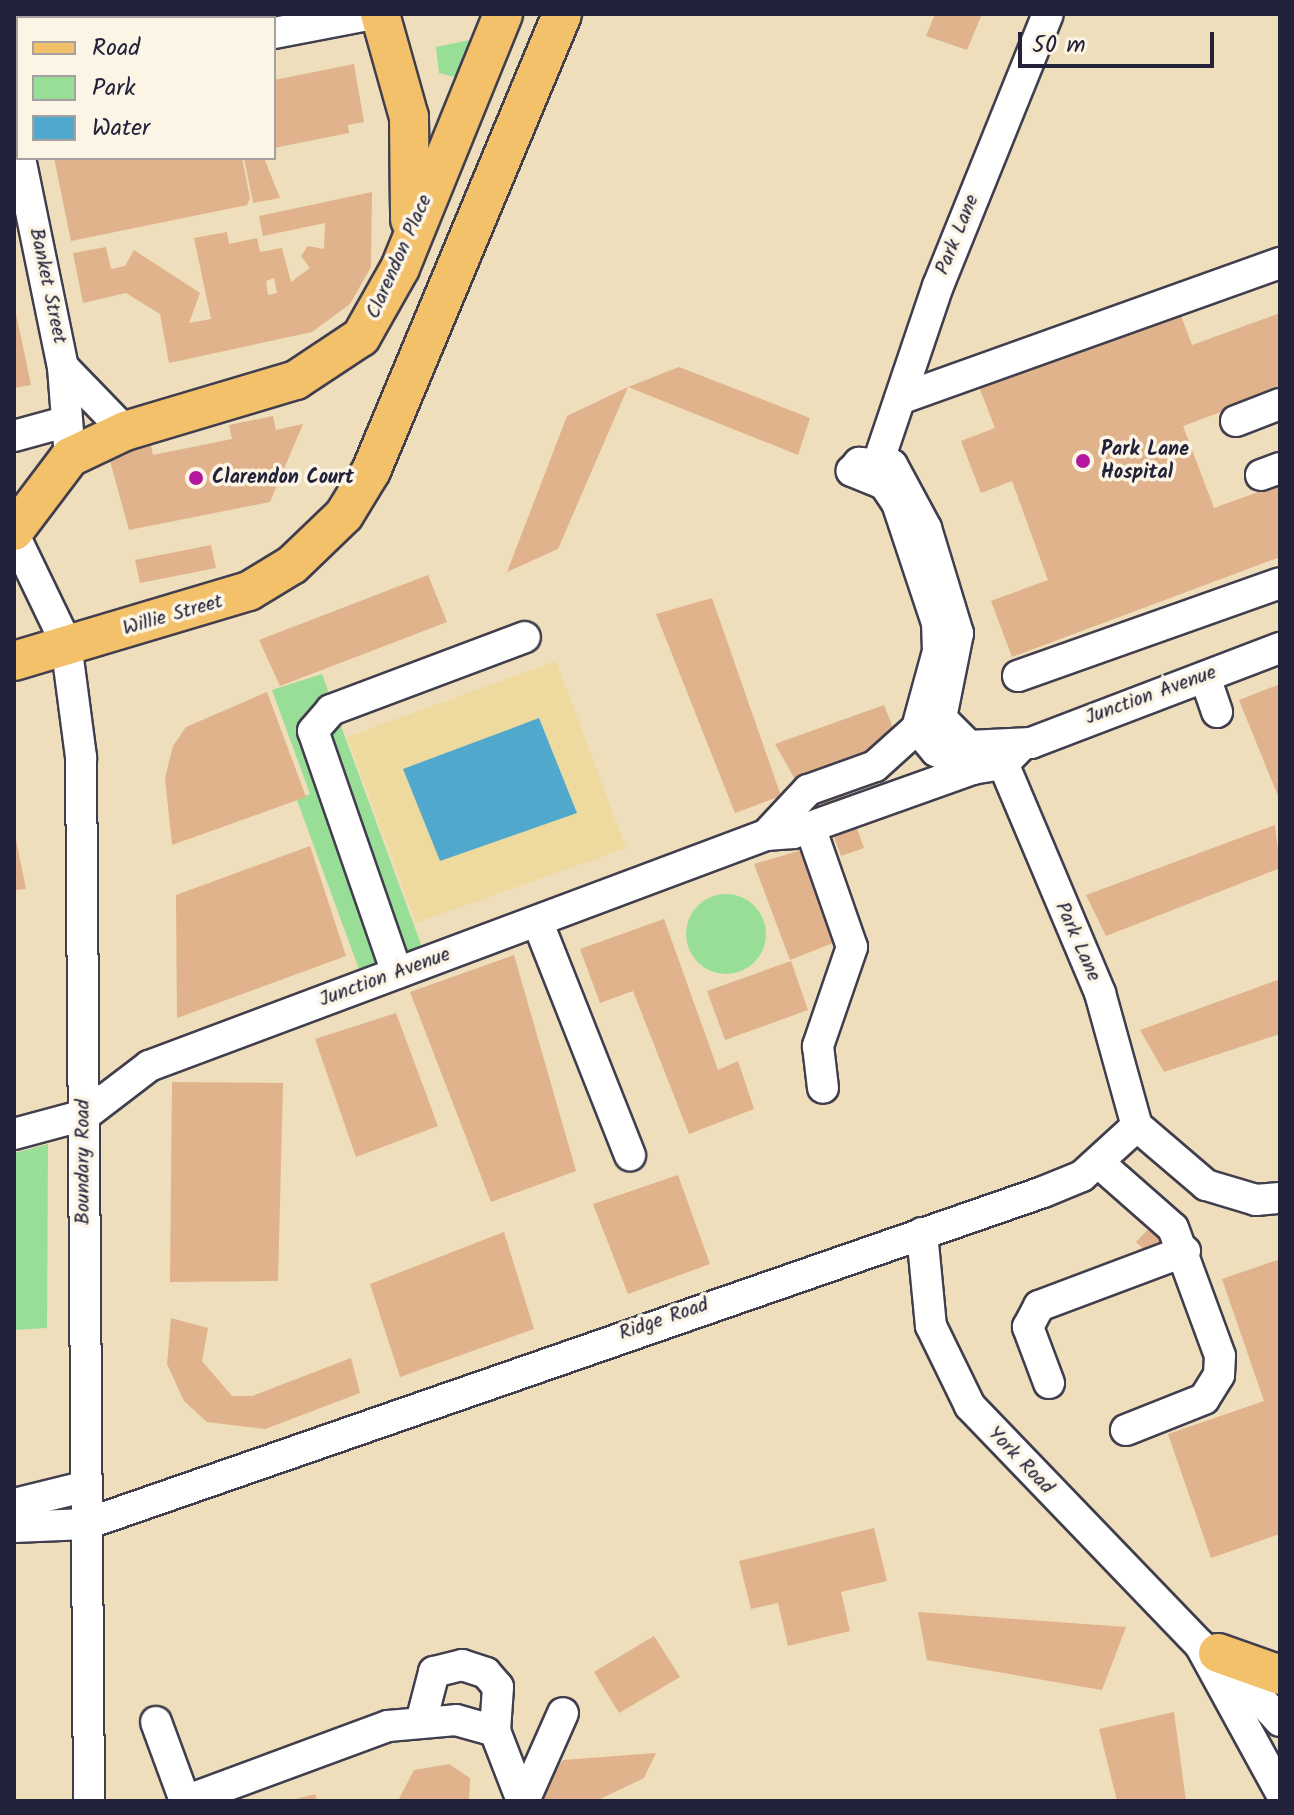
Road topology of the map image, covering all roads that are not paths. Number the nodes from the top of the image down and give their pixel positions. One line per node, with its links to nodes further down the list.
1 (373, 14): 6 (street)
2 (380, 14): 8 (main road)
3 (503, 14): 8 (main road, Clarendon Place)
4 (562, 14): 21 (main road, Willie Street)
5 (1048, 14): 11 (street, Park Lane)
6 (276, 33)
7 (20, 160): 10 (street, Banket Street)
8 (410, 239): 14 (main road, Clarendon Place)
9 (1280, 263): 11 (street)
10 (63, 367): 14 (street, Banket Street); 16 (street, Banket Street)
11 (900, 399): 17 (street, Park Lane)
12 (1280, 404): 13 (street)
13 (1236, 421)
14 (125, 431): 16 (main road, Clarendon Place)
15 (14, 436): 16 (street)
16 (68, 440): 18 (main road)
17 (879, 460): 27 (street); 27 (street, Park Lane)
18 (14, 533): 21 (street, Boundary Road)
19 (1280, 583): 24 (street)
20 (525, 637): 32 (street)
21 (66, 643): 23 (main road, Willie Street); 34 (street, Boundary Road)
22 (1280, 648): 25 (street, Junction Avenue)
23 (14, 661)
24 (1018, 676)
25 (1205, 677): 26 (street); 28 (street, Junction Avenue)
26 (1217, 712)
27 (929, 723): 28 (street); 30 (street)
28 (999, 757): 29 (street, Junction Avenue); 35 (street, Park Lane)
29 (810, 827): 30 (street, Junction Avenue); 33 (street)
30 (766, 835): 31 (street, Junction Avenue)
31 (538, 923): 32 (street, Junction Avenue); 37 (street)
32 (397, 973): 34 (street, Junction Avenue)
33 (823, 1088)
34 (85, 1115): 36 (street, Junction Avenue); 44 (street, Boundary Road)
35 (1137, 1126): 38 (street, Ridge Road); 39 (street)
36 (14, 1134)
37 (630, 1155)
38 (1099, 1163): 40 (street, Ridge Road); 41 (street)
39 (1280, 1198)
40 (922, 1233): 46 (street, Ridge Road); 48 (street, York Road)
41 (1185, 1251): 42 (street); 43 (street)
42 (1049, 1383)
43 (1126, 1430)
44 (84, 1487): 45 (street); 46 (street, Boundary Road)
45 (14, 1504)
46 (86, 1524): 47 (street, Ridge Road); 56 (street, Boundary Road)
47 (14, 1527)
48 (1209, 1649): 49 (main road); 51 (street, York Road); 55 (street, York Road)
49 (1280, 1675)
50 (563, 1713): 58 (street)
51 (1280, 1721)
52 (156, 1722): 57 (street)
53 (421, 1722): 54 (street); 54 (street); 57 (street)
54 (495, 1731): 58 (street)
55 (1280, 1791)
56 (89, 1801)
57 (185, 1801)
58 (523, 1801)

Assignment:
Wherever the string "Ridge" occurs in the listing, return the line it sits on.

Task output:
35 (1137, 1126): 38 (street, Ridge Road); 39 (street)
38 (1099, 1163): 40 (street, Ridge Road); 41 (street)
40 (922, 1233): 46 (street, Ridge Road); 48 (street, York Road)
46 (86, 1524): 47 (street, Ridge Road); 56 (street, Boundary Road)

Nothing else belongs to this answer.